You know you think oh yeah I can do this little job or make this fit
in, and then it takes a little while to figure out to make it fit in.
And then, of course, your kids grow up—you’re waiting for your kids
to turn into help. I usually have one or 2 kids with me when I’m going
on these runs which canbe close to 200 miles a day maybe, 100 miles.
And then you figure out how to make it more fun and make it something
to do with your kid instead of a business venture. So you take the enchanted
highway, and you stop and have your picnics. And the dairies are lots
of fun because they all have about 3 or 5 kids running around, and there’s
always stuff to do…play with their fish or their turtles. So actually
you sort of turn work into play. Yeah you just kind of learn to say
well this isn’t stressful, make it fun. And once you get that figured
out, then it’s alright.
Prairie Public
Is the ranching that way for you guys too? Is it fun for Donald? Is
it fun for you when you need to succeed?
Sarah
Yeah. These last years haven’t been too bad as far as rain is concerned.

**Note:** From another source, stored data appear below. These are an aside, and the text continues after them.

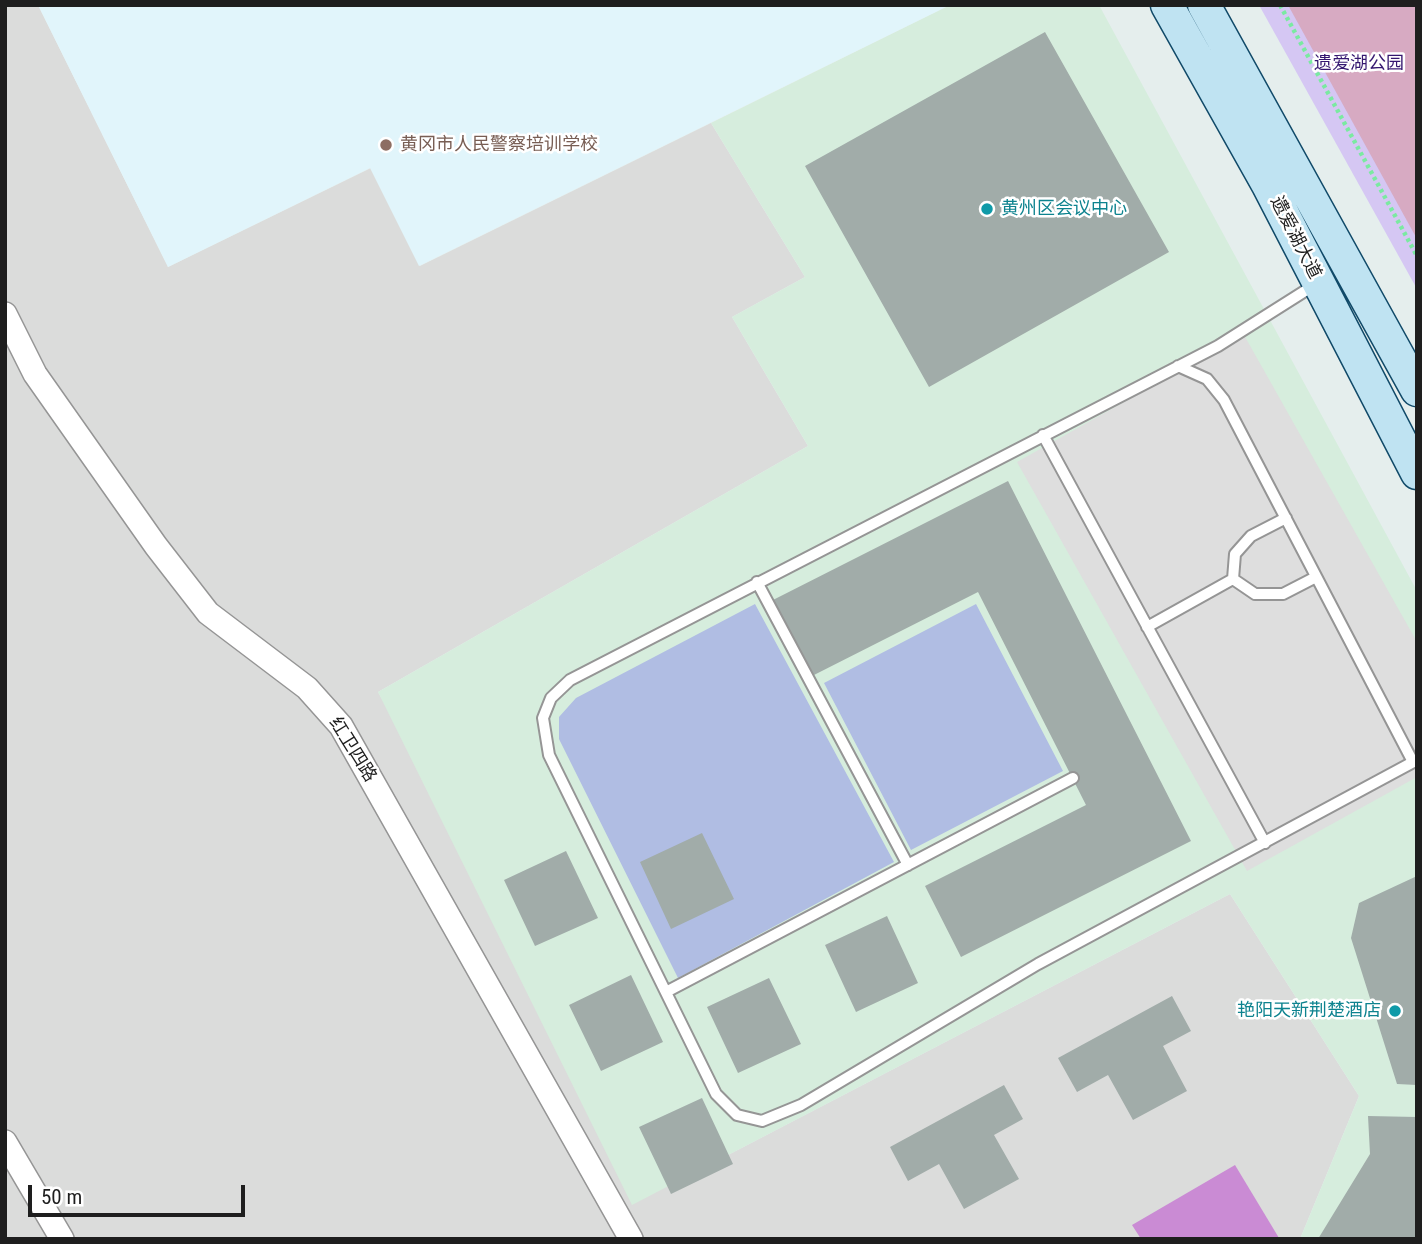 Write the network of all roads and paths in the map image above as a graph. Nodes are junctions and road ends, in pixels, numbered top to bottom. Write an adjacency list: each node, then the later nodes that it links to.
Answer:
1 (1167, 5): 5 (main road, 遗爱湖大道)
2 (1204, 5): 8 (main road, 遗爱湖大道)
3 (1280, 5): 4 (path)
4 (1417, 256)
5 (1318, 283): 7 (lane); 10 (main road, 遗爱湖大道)
6 (5, 314): 23 (street, 红卫四路)
7 (1178, 366): 9 (lane); 11 (lane)
8 (1417, 390)
9 (1043, 435): 14 (lane); 15 (lane)
10 (1417, 473)
11 (1286, 518): 12 (lane); 13 (lane)
12 (1316, 577): 13 (lane); 16 (lane)
13 (1233, 579): 15 (lane)
14 (757, 582): 19 (lane); 20 (lane)
15 (1147, 627): 18 (lane)
16 (1415, 761): 18 (lane)
17 (1073, 778): 19 (lane)
18 (1265, 842): 20 (lane)
19 (908, 865): 20 (lane)
20 (666, 992)
21 (5, 1142): 22 (street)
22 (62, 1239)
23 (631, 1239) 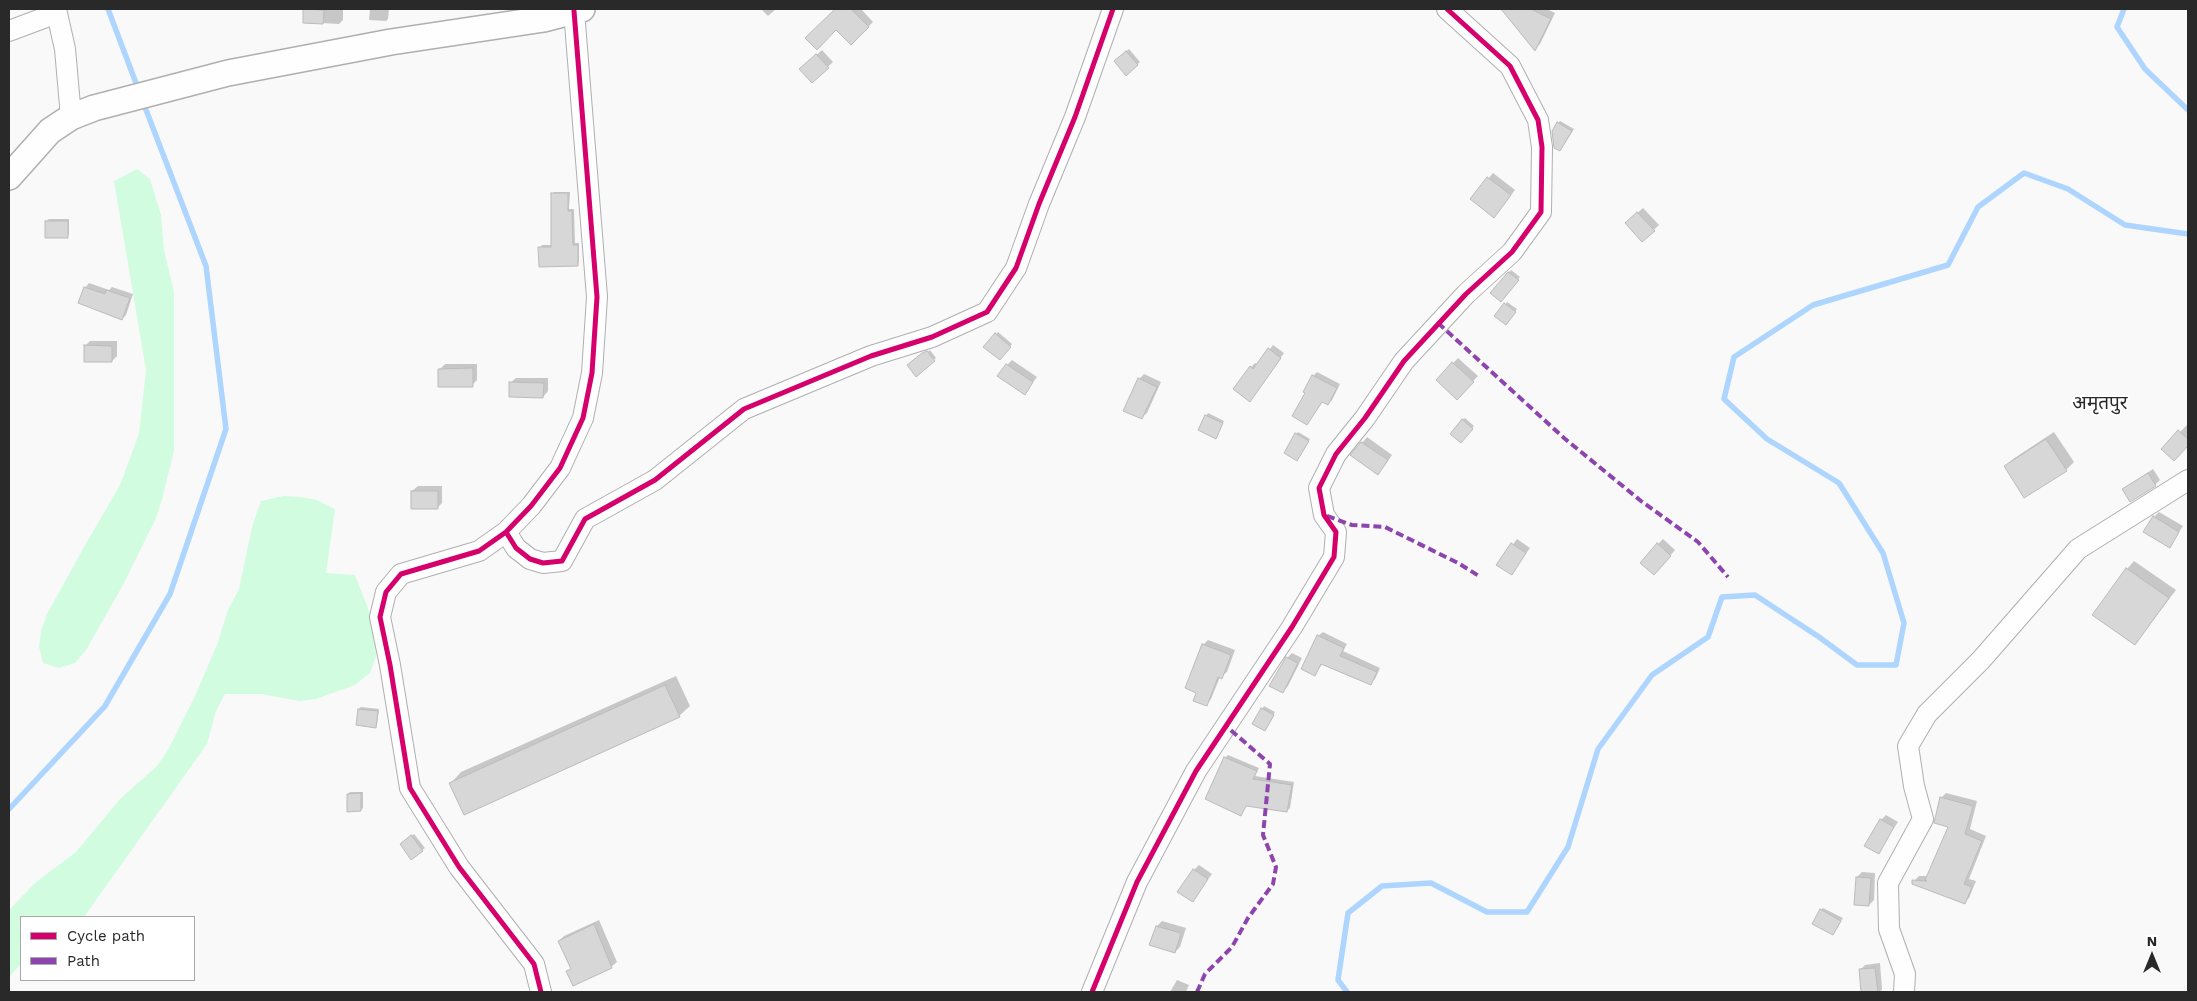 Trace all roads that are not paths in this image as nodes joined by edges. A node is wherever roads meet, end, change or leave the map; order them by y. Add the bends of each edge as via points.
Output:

But when there’s no grass, well then that takes a lot of the fun out
of it. But having the cattle and being set up for it, you know especially
for a winter storm or whatever. And we’re very lucky we’re next to a
refuge that provides grazing—we ended up grazing their Canada thistle,
and it gives us a lot of spring grass so that gives a time for our own
grass to grow so that’s very helpful. That’s been a real key thing in
helping our grass get started and keeping ahead of our grass.